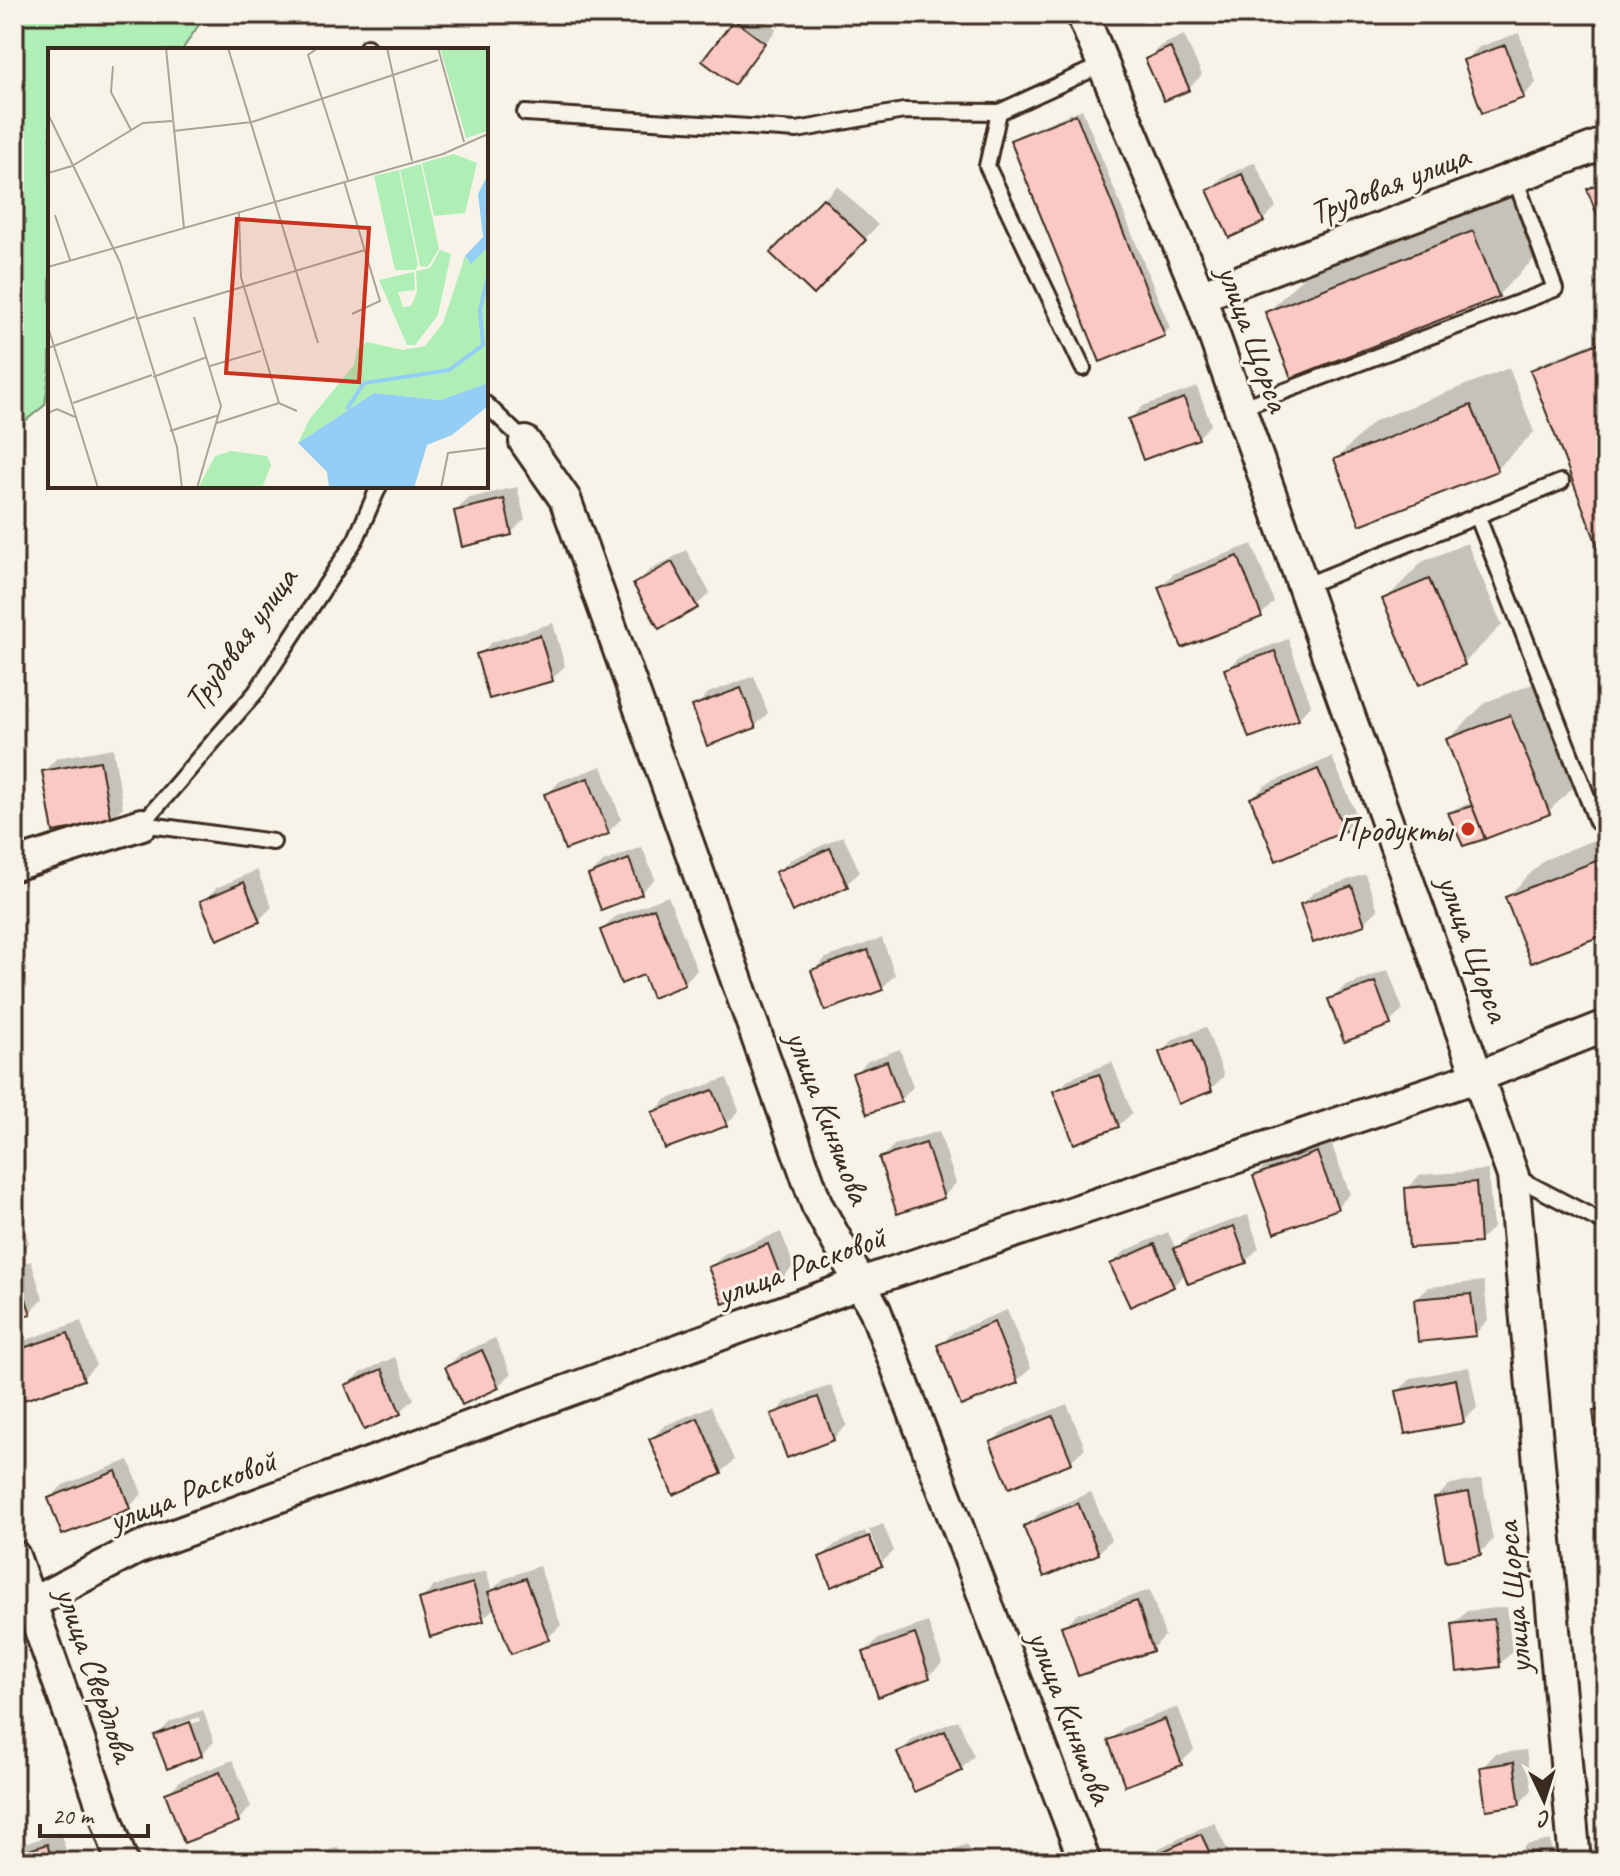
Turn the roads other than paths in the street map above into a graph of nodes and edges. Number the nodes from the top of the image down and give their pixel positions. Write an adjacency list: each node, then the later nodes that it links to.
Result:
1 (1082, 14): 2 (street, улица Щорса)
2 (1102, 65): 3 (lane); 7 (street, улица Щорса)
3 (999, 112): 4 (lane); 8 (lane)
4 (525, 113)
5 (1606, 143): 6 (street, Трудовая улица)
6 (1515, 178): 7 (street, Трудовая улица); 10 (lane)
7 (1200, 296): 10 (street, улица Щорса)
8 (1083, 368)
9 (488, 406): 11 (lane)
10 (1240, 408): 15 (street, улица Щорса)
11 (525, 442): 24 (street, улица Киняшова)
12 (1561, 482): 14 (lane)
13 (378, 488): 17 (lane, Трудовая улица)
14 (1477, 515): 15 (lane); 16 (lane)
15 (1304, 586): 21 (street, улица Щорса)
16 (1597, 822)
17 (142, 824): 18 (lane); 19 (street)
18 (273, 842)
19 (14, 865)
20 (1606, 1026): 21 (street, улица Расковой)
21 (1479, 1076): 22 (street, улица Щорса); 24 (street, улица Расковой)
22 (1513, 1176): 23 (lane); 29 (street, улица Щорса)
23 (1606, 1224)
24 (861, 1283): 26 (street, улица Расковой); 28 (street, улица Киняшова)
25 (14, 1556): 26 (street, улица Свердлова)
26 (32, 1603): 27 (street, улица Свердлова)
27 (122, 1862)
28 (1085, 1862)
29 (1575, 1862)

* * *

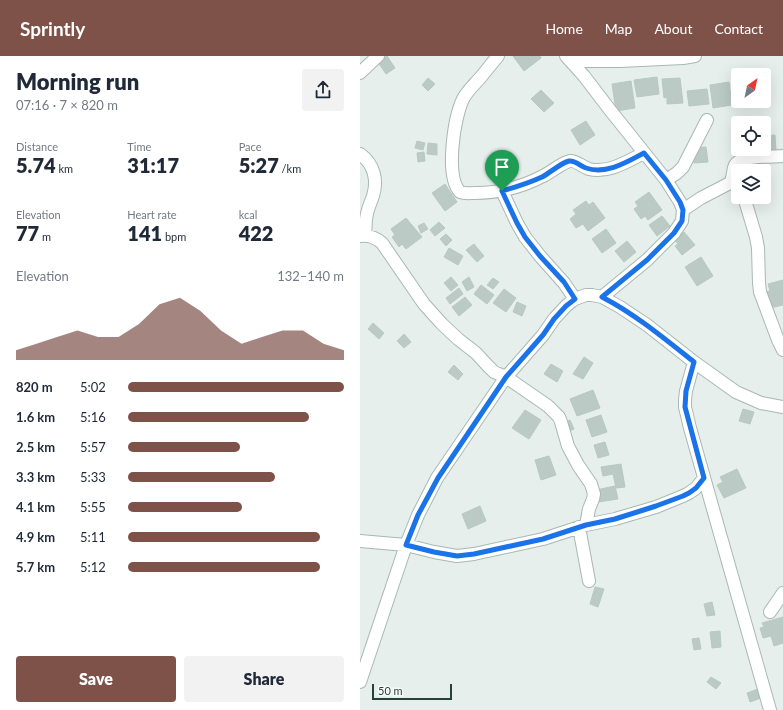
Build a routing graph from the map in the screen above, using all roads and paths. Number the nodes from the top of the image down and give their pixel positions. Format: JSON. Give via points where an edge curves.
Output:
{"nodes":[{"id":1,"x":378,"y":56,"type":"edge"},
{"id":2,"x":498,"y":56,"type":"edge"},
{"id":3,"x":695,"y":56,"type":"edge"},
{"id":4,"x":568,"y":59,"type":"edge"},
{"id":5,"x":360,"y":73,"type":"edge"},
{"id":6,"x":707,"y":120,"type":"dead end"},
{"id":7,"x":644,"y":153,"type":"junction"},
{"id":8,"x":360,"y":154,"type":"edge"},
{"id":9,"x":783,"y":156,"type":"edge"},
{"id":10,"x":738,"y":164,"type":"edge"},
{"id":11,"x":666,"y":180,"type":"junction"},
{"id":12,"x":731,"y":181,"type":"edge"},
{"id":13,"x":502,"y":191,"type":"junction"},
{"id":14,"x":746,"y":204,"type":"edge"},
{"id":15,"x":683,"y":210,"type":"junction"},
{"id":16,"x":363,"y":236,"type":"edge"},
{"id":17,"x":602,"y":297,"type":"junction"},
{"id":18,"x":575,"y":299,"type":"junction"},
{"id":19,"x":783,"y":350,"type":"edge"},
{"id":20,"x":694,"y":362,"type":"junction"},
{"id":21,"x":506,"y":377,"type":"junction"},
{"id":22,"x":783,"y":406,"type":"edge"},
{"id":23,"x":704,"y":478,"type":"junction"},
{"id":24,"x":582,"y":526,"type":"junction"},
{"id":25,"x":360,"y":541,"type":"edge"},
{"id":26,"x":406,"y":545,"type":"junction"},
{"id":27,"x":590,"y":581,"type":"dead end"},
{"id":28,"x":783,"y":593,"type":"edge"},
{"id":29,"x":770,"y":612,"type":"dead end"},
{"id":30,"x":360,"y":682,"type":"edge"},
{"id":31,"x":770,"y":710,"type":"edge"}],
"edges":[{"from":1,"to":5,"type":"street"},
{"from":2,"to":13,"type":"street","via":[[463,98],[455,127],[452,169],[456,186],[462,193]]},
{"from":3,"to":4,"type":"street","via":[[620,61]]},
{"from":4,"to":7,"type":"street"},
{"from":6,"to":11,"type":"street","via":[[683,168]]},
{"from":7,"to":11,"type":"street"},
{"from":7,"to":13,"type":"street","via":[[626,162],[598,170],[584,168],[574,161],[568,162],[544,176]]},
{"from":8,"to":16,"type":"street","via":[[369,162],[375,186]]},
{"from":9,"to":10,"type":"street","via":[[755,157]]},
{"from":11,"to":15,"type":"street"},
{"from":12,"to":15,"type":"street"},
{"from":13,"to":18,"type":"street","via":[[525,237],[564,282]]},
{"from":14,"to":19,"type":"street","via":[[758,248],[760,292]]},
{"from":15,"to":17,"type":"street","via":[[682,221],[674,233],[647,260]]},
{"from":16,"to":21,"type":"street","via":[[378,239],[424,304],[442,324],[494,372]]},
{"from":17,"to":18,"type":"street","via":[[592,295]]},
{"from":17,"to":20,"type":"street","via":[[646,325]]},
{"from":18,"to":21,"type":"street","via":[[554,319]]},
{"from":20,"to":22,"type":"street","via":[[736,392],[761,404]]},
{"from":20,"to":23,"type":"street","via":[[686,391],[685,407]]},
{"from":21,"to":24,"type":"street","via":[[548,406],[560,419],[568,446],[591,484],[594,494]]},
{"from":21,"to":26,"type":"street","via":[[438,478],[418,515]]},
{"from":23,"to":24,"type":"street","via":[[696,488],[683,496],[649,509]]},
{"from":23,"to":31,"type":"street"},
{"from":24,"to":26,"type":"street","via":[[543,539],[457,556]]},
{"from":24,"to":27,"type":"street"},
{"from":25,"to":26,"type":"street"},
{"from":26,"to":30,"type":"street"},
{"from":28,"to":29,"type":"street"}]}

...

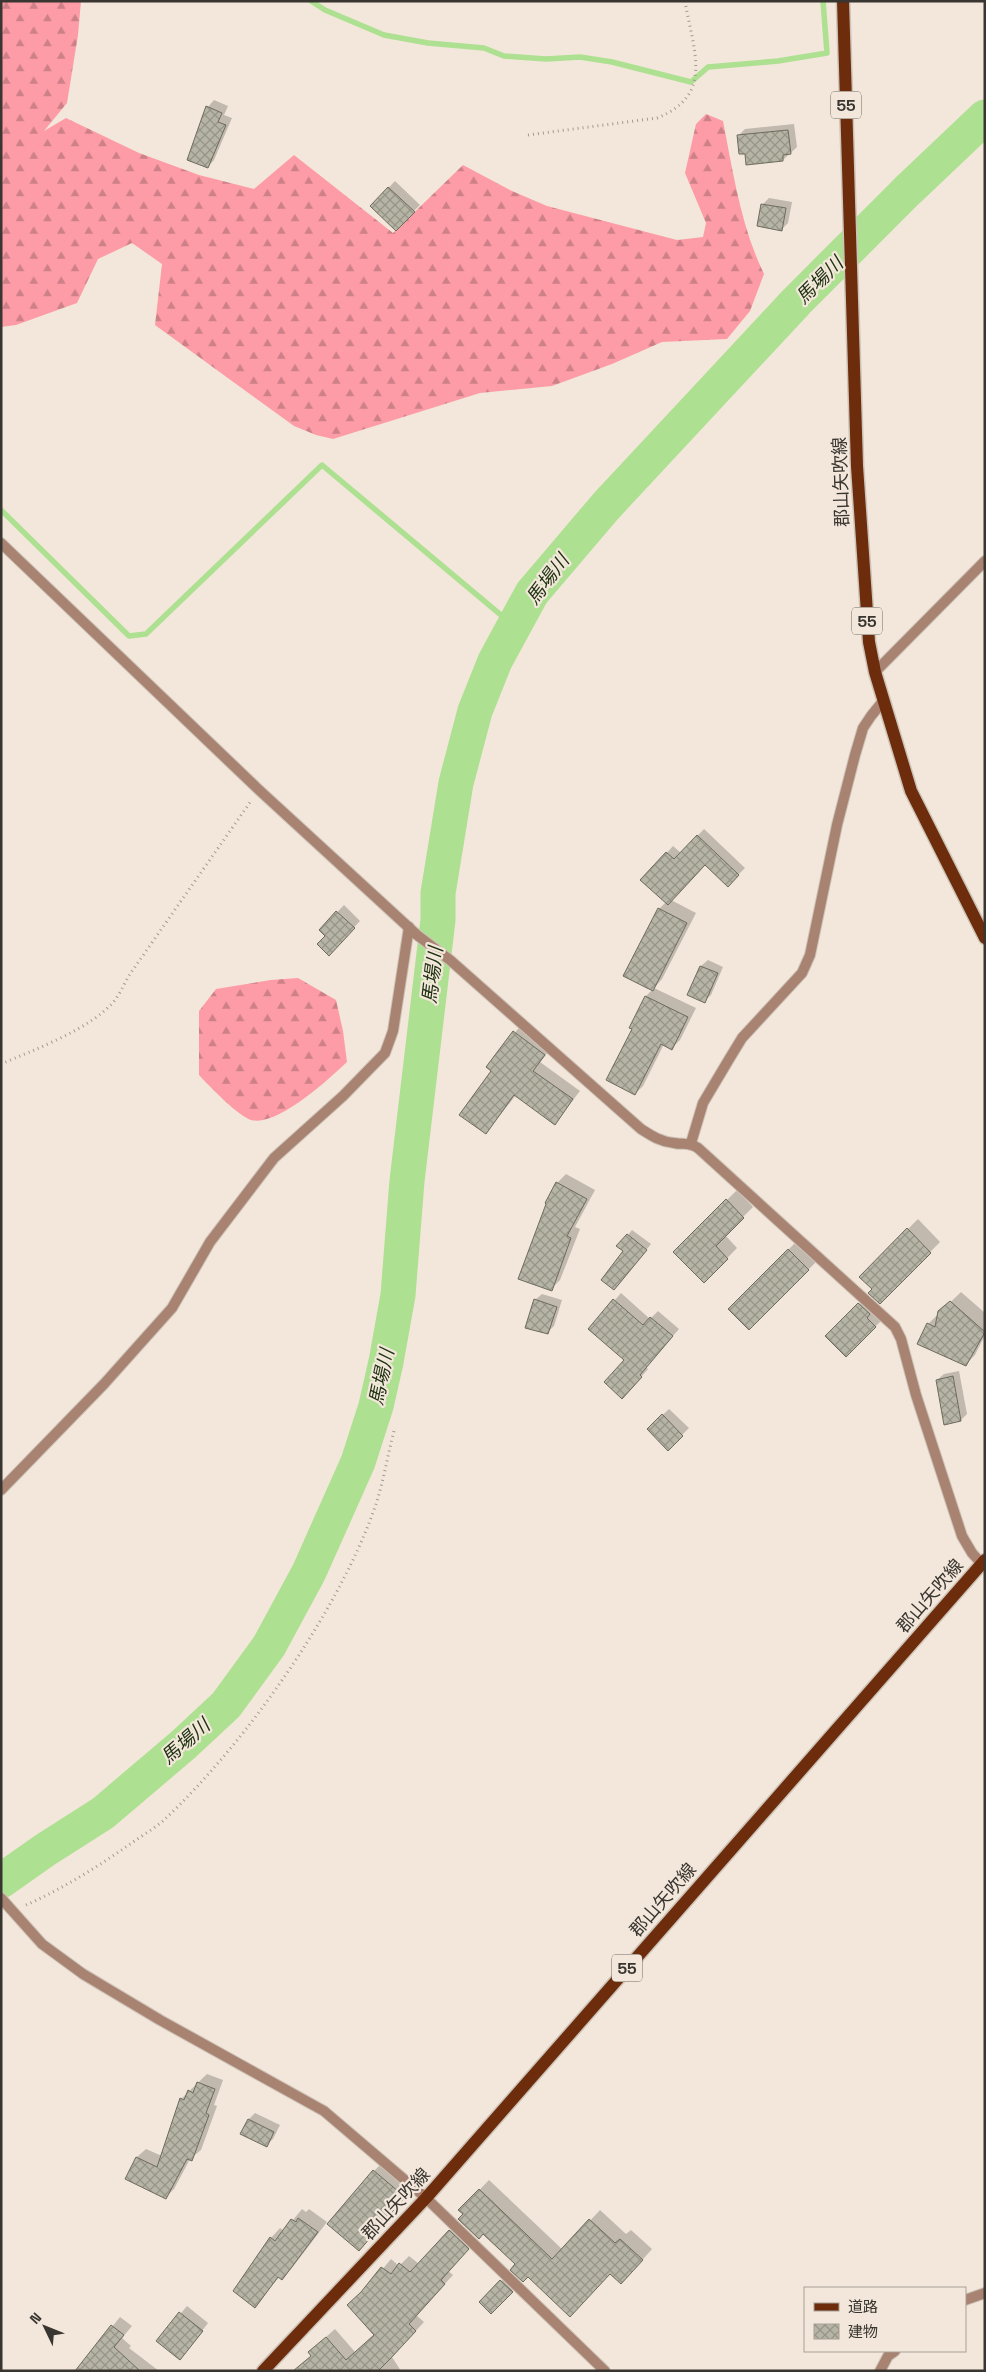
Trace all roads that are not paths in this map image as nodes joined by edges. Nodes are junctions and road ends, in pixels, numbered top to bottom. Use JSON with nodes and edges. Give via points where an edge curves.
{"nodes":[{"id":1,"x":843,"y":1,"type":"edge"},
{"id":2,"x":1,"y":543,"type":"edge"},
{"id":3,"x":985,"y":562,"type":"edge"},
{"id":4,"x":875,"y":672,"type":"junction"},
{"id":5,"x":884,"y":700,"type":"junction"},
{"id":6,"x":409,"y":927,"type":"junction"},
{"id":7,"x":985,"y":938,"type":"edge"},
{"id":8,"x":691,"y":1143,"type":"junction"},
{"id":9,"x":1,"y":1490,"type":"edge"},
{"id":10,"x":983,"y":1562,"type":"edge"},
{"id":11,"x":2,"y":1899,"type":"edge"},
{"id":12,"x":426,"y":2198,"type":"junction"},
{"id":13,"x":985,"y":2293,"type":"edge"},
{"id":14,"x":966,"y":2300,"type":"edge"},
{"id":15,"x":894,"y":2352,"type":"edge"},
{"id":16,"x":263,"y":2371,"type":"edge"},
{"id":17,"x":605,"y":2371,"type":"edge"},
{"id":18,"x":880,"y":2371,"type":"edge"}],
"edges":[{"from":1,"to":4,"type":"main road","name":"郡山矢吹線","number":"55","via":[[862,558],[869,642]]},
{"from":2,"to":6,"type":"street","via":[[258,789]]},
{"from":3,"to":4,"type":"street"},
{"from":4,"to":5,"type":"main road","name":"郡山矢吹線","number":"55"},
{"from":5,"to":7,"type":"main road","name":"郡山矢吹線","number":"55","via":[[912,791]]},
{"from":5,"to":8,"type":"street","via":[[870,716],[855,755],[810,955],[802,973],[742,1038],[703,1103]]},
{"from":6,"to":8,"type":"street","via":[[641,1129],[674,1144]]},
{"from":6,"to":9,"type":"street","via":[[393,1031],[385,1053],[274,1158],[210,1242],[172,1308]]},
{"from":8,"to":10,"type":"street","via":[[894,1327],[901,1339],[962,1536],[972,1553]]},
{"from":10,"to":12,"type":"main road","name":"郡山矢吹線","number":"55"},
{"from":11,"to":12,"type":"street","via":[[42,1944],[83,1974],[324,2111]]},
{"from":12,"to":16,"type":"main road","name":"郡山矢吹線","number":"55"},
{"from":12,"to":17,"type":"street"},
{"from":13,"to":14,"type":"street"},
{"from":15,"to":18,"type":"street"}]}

What you should do
Copy out the lines above with "their" in them.

Output for this exercise
Turn the roads other than paths in the street map above into a graph of nodes and edges. Number the nodes from the top of the image down and give their pixel positions. Write an adjacency list: each node, then the later nodes that it links to.
Build a routing graph from the map in the screen above, using all roads and paths. Number the nodes from the top of the image down and give their pixel positions. Format: JSON. Give via points where an edge curves.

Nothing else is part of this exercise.